Thursday, August 10, 2017

Not Nyce

The web page of the Ohio Supreme Court links to a story from the Columbus Dispatch

A disciplinary board is asking the Ohio Supreme Court to permanently disbar a Columbus lawyer for improperly using his client trust account to launder more than $700,000 withdrawn from the assets of his elderly mother in the years before her death.

The Ohio Board of Professional Conduct also found that Kinsley Nyce concocted “a complete sham” to explain some of the transactions and dishonestly tried to conceal his conduct while displaying contempt for the disciplinary process and showing no remorse.

The charges against Nyce, 65, accuse him and his brother, Roger, of improperly using his office trust account and the dormant bank account of an estate to disperse money taken from their mother after she gave her sons the power of attorney over her affairs.

Barbara Nyce had more than $700,000 in assets prior to entering the first of two Vermont nursing homes in 2013, but owed the facilities about $205,000 by the time she died in 2015, the complaint states. Her sons also sold themselves their mother’s home for $10, the complaint says.

On one day in mid-2013, the Nyce brothers transferred $584,619 from their mother’s bank account, with $200,000 placed in the bank account of a closed estate, $200,000 placed in a certificate of deposit in Kinsley Nyce’s name and $177,172 used to buy a condominium in the name of Kinsley Nyce’s wife, the complaint says.

The nursing homes owed money for Mrs. Nyce’s care prior to her death are suing the Nyce brothers and their mother’s estate in federal court in Vermont in alleging the fraudulent transfer of her assets.

The board also accuses Nyce of failing to notify clients that he did not carry professional malpractice insurance.

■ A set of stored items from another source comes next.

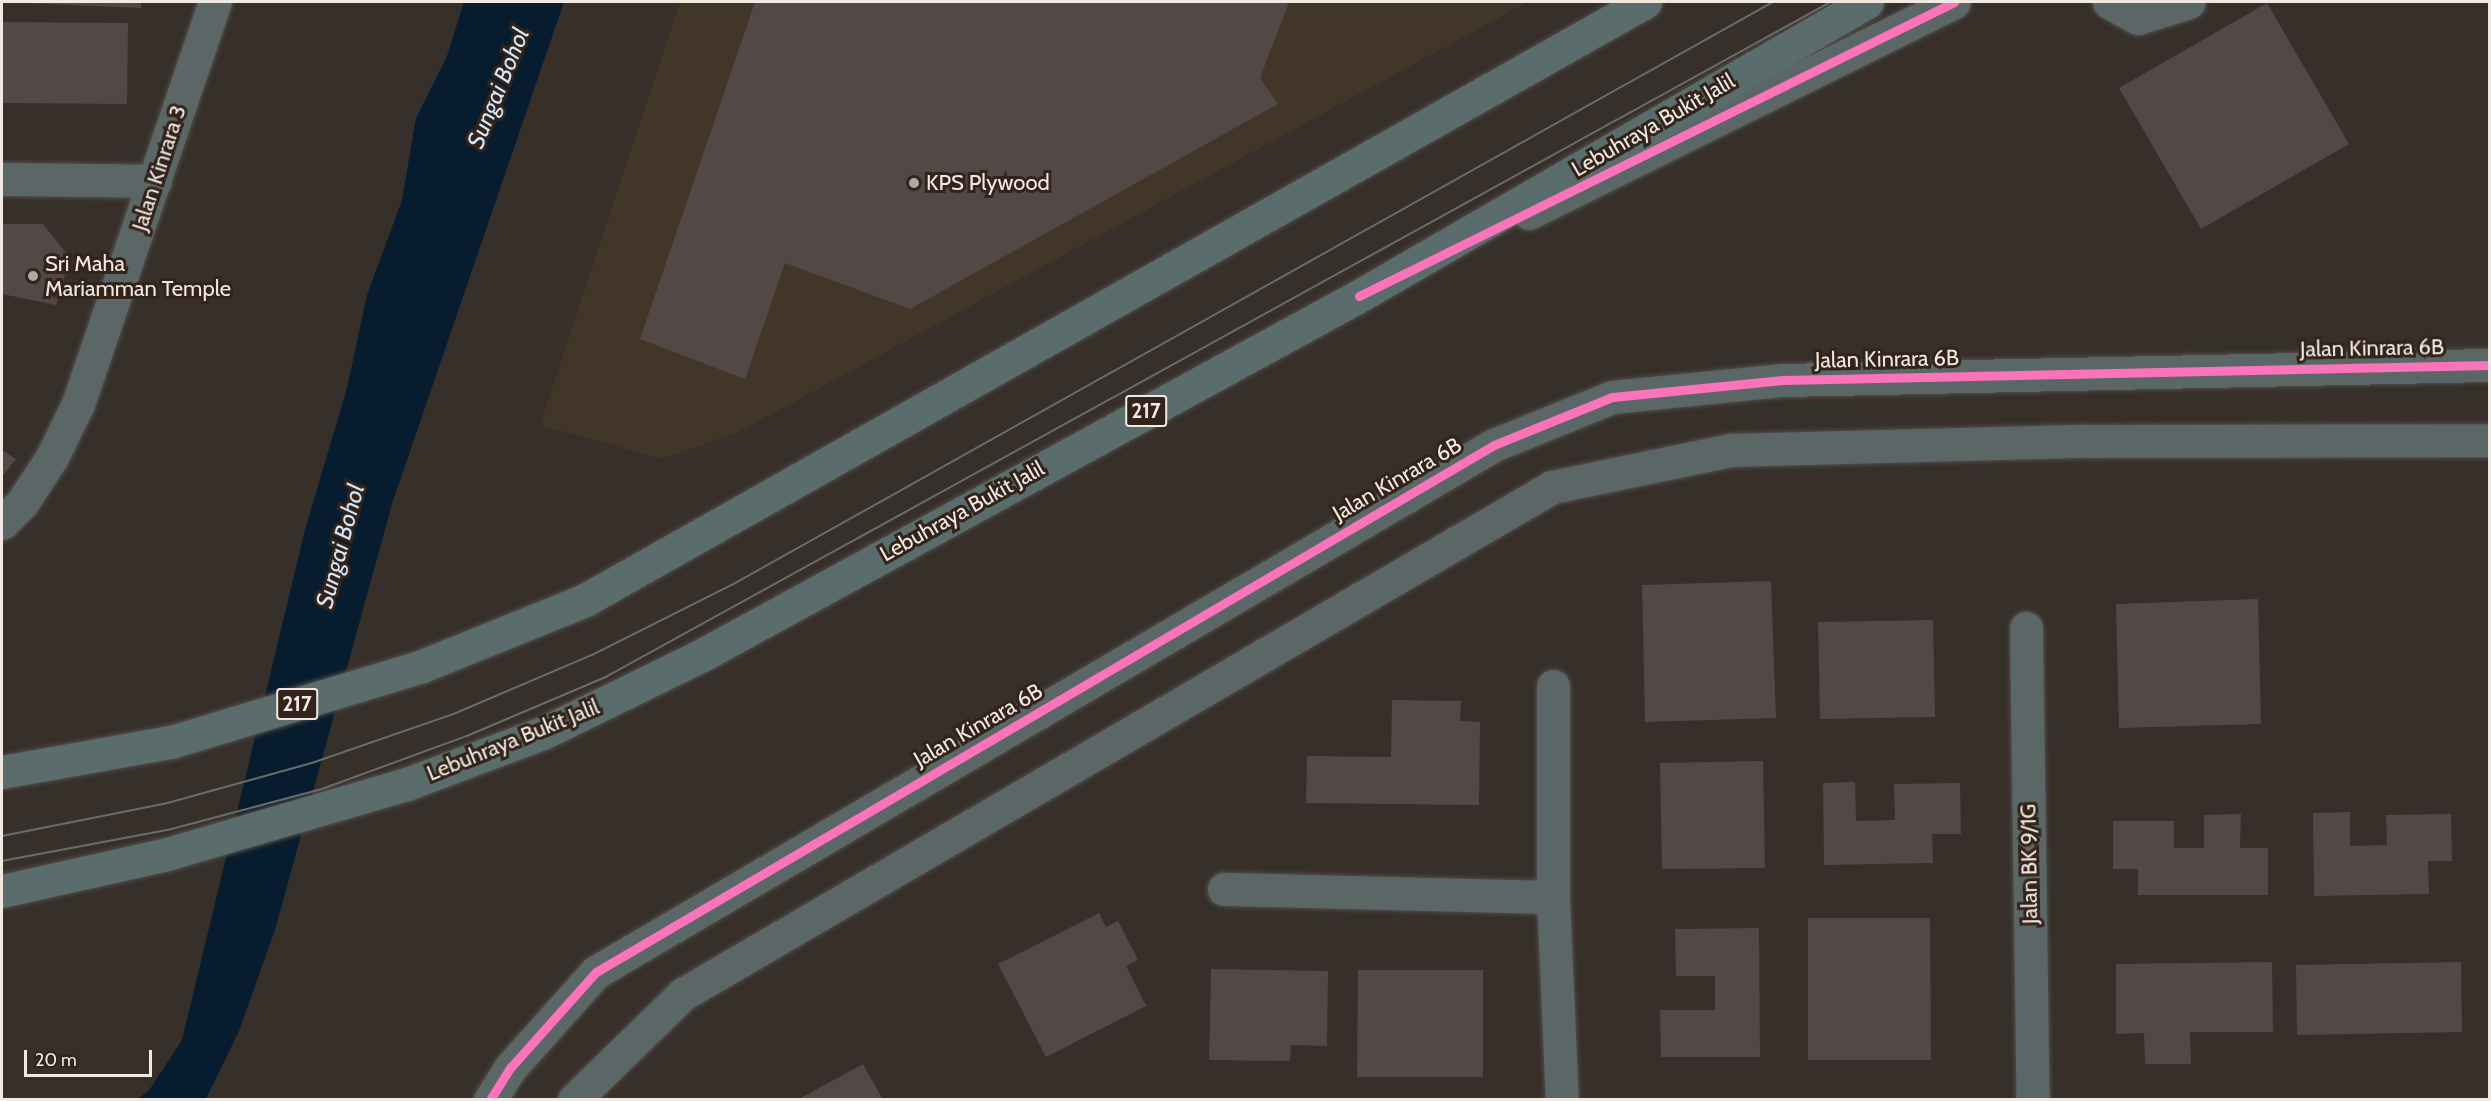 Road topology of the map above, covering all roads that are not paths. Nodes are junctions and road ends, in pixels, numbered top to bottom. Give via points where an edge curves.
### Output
1 (215, 2) edge
2 (1645, 2) edge
3 (1867, 2) edge
4 (1954, 2) edge
5 (2109, 2) edge
6 (2189, 2) edge
7 (2, 179) edge
8 (154, 181) junction
9 (1359, 296) junction
10 (2490, 364) edge
11 (2490, 440) edge
12 (2, 523) edge
13 (2026, 628) dead end
14 (1553, 686) dead end
15 (2, 772) edge
16 (1224, 889) dead end
17 (2, 891) edge
18 (1553, 897) junction
19 (490, 1100) edge
20 (574, 1100) edge
21 (1562, 1100) edge
22 (2033, 1100) edge

1 - 8 street, Jalan Kinrara 3
2 - 15 highway, 217 via 585,600 422,666 171,742
3 - 9 highway, Lebuhraya Bukit Jalil / 217
4 - 9 street
5 - 6 street via 2138,18
7 - 8 street
8 - 12 street, Jalan Kinrara 3 via 78,404 52,457 22,503
9 - 17 highway, Lebuhraya Bukit Jalil / 217 via 704,654 543,733 407,784 167,854
10 - 19 street, Jalan Kinrara 6B via 1783,380 1612,397 1494,445 596,972 511,1067
11 - 20 street via 2085,441 1730,450 1552,487 683,994
13 - 22 street, Jalan BK 9/1G
14 - 18 street
16 - 18 street
18 - 21 street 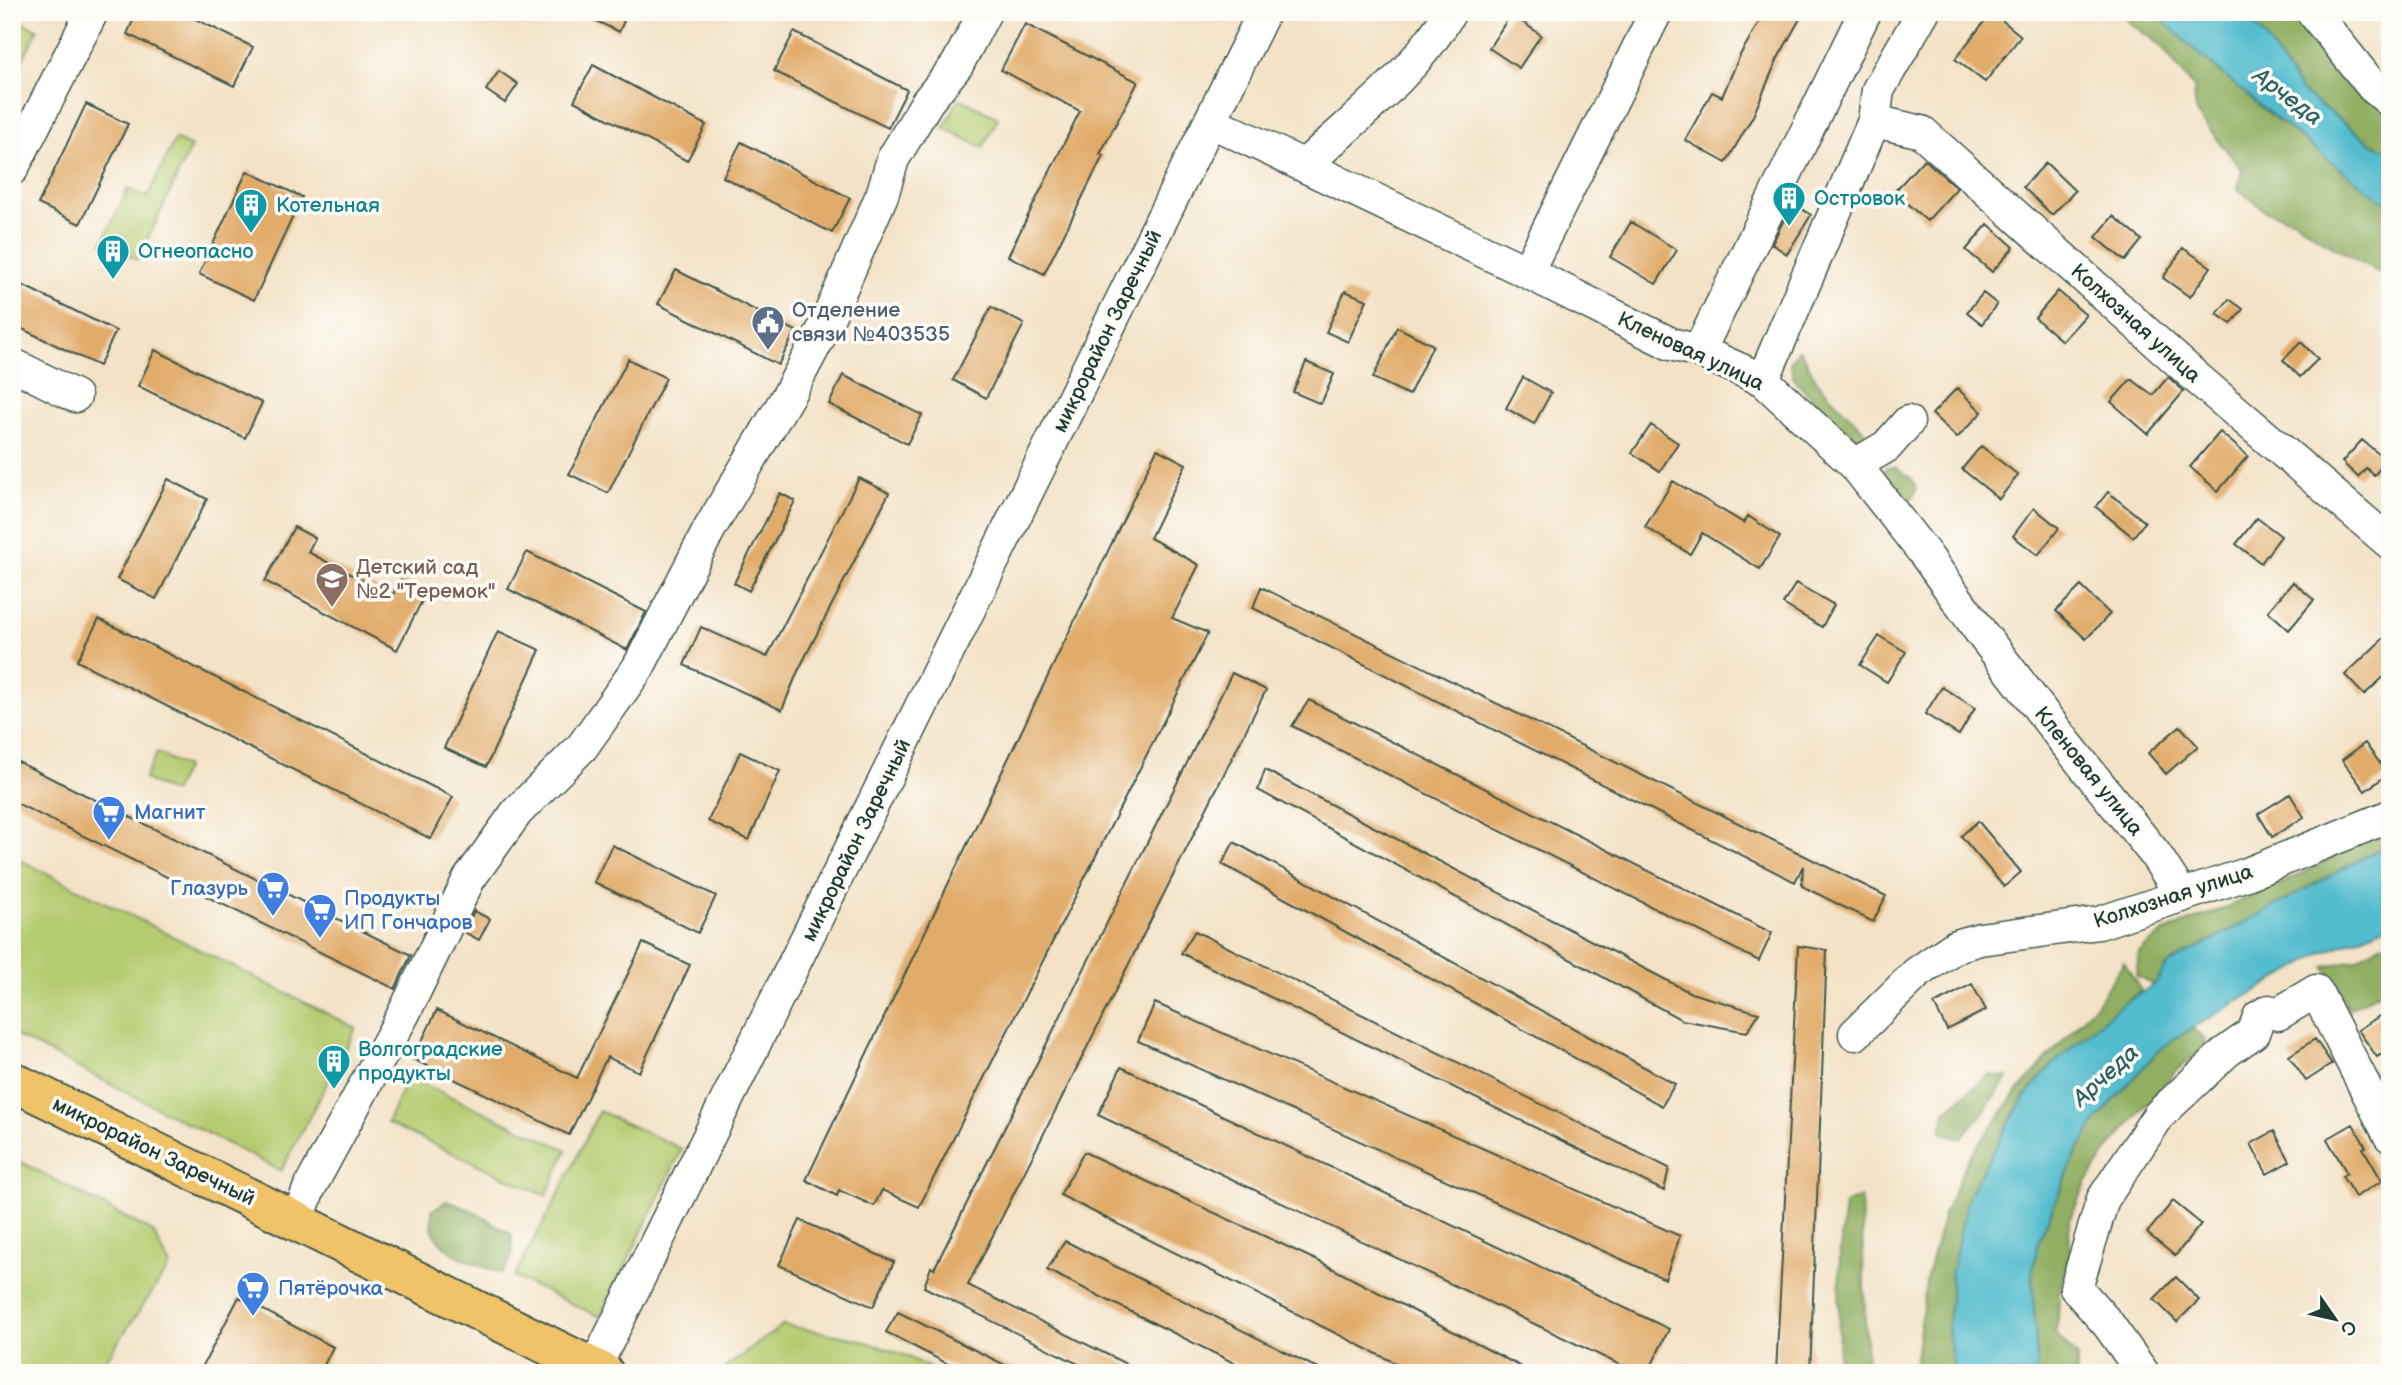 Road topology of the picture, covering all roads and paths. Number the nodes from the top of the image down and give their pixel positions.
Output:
1 (92, 12) edge
2 (985, 12) edge
3 (1264, 12) edge
4 (1450, 12) edge
5 (1656, 12) edge
6 (1865, 12) edge
7 (1923, 12) edge
8 (2313, 12) edge
9 (2390, 101) edge
10 (1210, 121) junction
11 (1874, 121) junction
12 (1305, 165) junction
13 (12, 169) edge
14 (1527, 272) junction
15 (1699, 351) junction
16 (12, 364) edge
17 (1763, 380) junction
18 (75, 396) dead end
19 (1908, 422) dead end
20 (1855, 465) junction
21 (2390, 543) edge
22 (2390, 816) edge
23 (2182, 896) junction
24 (1855, 1034) dead end
25 (12, 1081) edge
26 (2390, 1136) edge
27 (297, 1221) junction
28 (597, 1371) edge
29 (2143, 1373) edge

1 - 13 street
2 - 27 street
3 - 10 street, микрорайон Заречный
4 - 12 street
5 - 14 street
6 - 15 street
7 - 11 street
8 - 9 street
10 - 12 street, Кленовая улица
10 - 28 street, микрорайон Заречный
11 - 17 street
11 - 21 street, Колхозная улица
12 - 14 street, Кленовая улица
14 - 15 street, Кленовая улица
15 - 17 street, Кленовая улица
16 - 18 street
17 - 20 street, Кленовая улица
19 - 20 street
20 - 23 street, Кленовая улица
22 - 23 street, Колхозная улица
23 - 24 street, Колхозная улица
25 - 27 main road, микрорайон Заречный
26 - 29 street
27 - 28 main road, микрорайон Заречный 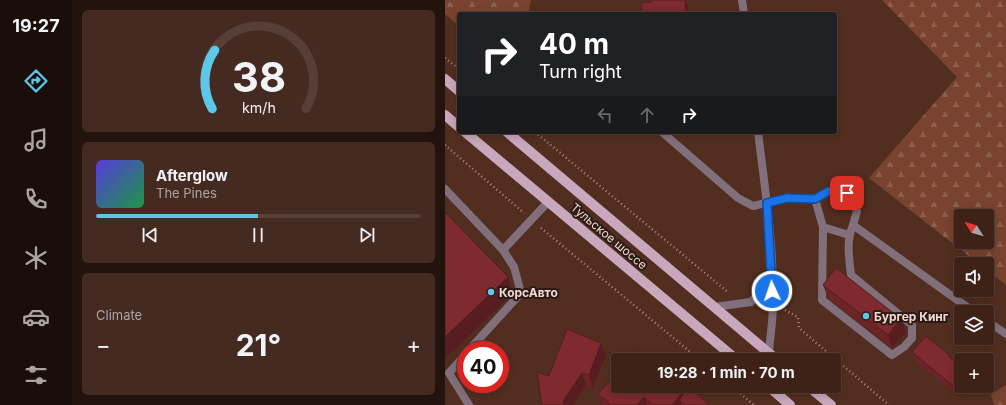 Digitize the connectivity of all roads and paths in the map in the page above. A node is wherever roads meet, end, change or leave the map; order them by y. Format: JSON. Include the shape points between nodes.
{"nodes":[{"id":1,"x":741,"y":0,"type":"edge"},
{"id":2,"x":743,"y":12,"type":"edge"},
{"id":3,"x":445,"y":58,"type":"edge"},
{"id":4,"x":457,"y":67,"type":"edge"},
{"id":5,"x":445,"y":79,"type":"edge"},
{"id":6,"x":457,"y":89,"type":"edge"},
{"id":7,"x":445,"y":115,"type":"edge"},
{"id":8,"x":457,"y":125,"type":"edge"},
{"id":9,"x":467,"y":134,"type":"edge"},
{"id":10,"x":509,"y":134,"type":"edge"},
{"id":11,"x":537,"y":134,"type":"edge"},
{"id":12,"x":664,"y":134,"type":"edge"},
{"id":13,"x":758,"y":134,"type":"edge"},
{"id":14,"x":445,"y":145,"type":"edge"},
{"id":15,"x":445,"y":189,"type":"edge"},
{"id":16,"x":815,"y":199,"type":"junction"},
{"id":17,"x":548,"y":202,"type":"junction"},
{"id":18,"x":767,"y":203,"type":"junction"},
{"id":19,"x":531,"y":219,"type":"junction"},
{"id":20,"x":853,"y":225,"type":"junction"},
{"id":21,"x":823,"y":227,"type":"junction"},
{"id":22,"x":849,"y":235,"type":"junction"},
{"id":23,"x":503,"y":250,"type":"junction"},
{"id":24,"x":772,"y":278,"type":"junction"},
{"id":25,"x":732,"y":296,"type":"dead end"},
{"id":26,"x":773,"y":304,"type":"junction"},
{"id":27,"x":964,"y":305,"type":"edge"},
{"id":28,"x":714,"y":307,"type":"junction"},
{"id":29,"x":994,"y":326,"type":"edge"},
{"id":30,"x":1006,"y":334,"type":"edge"},
{"id":31,"x":477,"y":341,"type":"edge"},
{"id":32,"x":692,"y":353,"type":"edge"},
{"id":33,"x":729,"y":353,"type":"edge"},
{"id":34,"x":769,"y":353,"type":"joint"},
{"id":35,"x":457,"y":364,"type":"edge"},
{"id":36,"x":457,"y":386,"type":"edge"},
{"id":37,"x":462,"y":393,"type":"edge"},
{"id":38,"x":739,"y":393,"type":"edge"},
{"id":39,"x":776,"y":393,"type":"edge"},
{"id":40,"x":816,"y":393,"type":"edge"},
{"id":41,"x":788,"y":404,"type":"edge"},
{"id":42,"x":469,"y":405,"type":"edge"},
{"id":43,"x":754,"y":405,"type":"edge"},
{"id":44,"x":831,"y":405,"type":"edge"},
{"id":45,"x":889,"y":405,"type":"edge"}],
"edges":[{"from":1,"to":2,"type":"street"},
{"from":3,"to":4,"type":"path"},
{"from":5,"to":6,"type":"main road"},
{"from":7,"to":8,"type":"main road"},
{"from":9,"to":17,"type":"main road","name":"Тульское шоссе"},
{"from":10,"to":28,"type":"main road","name":"Тульское шоссе"},
{"from":11,"to":25,"type":"path"},
{"from":12,"to":18,"type":"street","via":[[738,198],[753,206]]},
{"from":13,"to":18,"type":"street"},
{"from":14,"to":19,"type":"path"},
{"from":15,"to":23,"type":"street"},
{"from":16,"to":18,"type":"street","via":[[787,198]]},
{"from":16,"to":20,"type":"street","via":[[829,191],[847,193],[857,211]]},
{"from":16,"to":21,"type":"street"},
{"from":17,"to":19,"type":"street"},
{"from":17,"to":33,"type":"main road","name":"Тульское шоссе"},
{"from":18,"to":24,"type":"street"},
{"from":19,"to":23,"type":"street"},
{"from":19,"to":32,"type":"path"},
{"from":20,"to":22,"type":"street"},
{"from":20,"to":27,"type":"street"},
{"from":21,"to":22,"type":"street"},
{"from":21,"to":22,"type":"street","via":[[822,300],[892,355],[904,348],[912,338],[912,325],[851,275]]},
{"from":23,"to":31,"type":"street","via":[[514,267],[521,293]]},
{"from":24,"to":26,"type":"street"},
{"from":24,"to":28,"type":"street","via":[[751,302]]},
{"from":26,"to":34,"type":"street"},
{"from":26,"to":45,"type":"path","via":[[798,317],[799,328]]},
{"from":28,"to":34,"type":"main road","name":"Тульское шоссе"},
{"from":29,"to":30,"type":"street"},
{"from":35,"to":36,"type":"street","via":[[449,373]]},
{"from":37,"to":42,"type":"street"},
{"from":38,"to":43,"type":"path"},
{"from":39,"to":41,"type":"main road"},
{"from":40,"to":44,"type":"main road"}]}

Nyce will be permitted to make arguments with the Ohio Supreme Court arguing against the loss of his law license.

 Nyce owned the minor-league Columbus Xoggz professional soccer team in the mid-1990s and formerly served as lawyer for Central Ohio Crime Stoppers.

He also was village solicitor for the tiny town — and notorious speed trap — New Rome in western Franklin County in the early 2000s before he was fired. He became a critic of the town and its officials before the village with fewer than 150 residents was dissolved in 2004.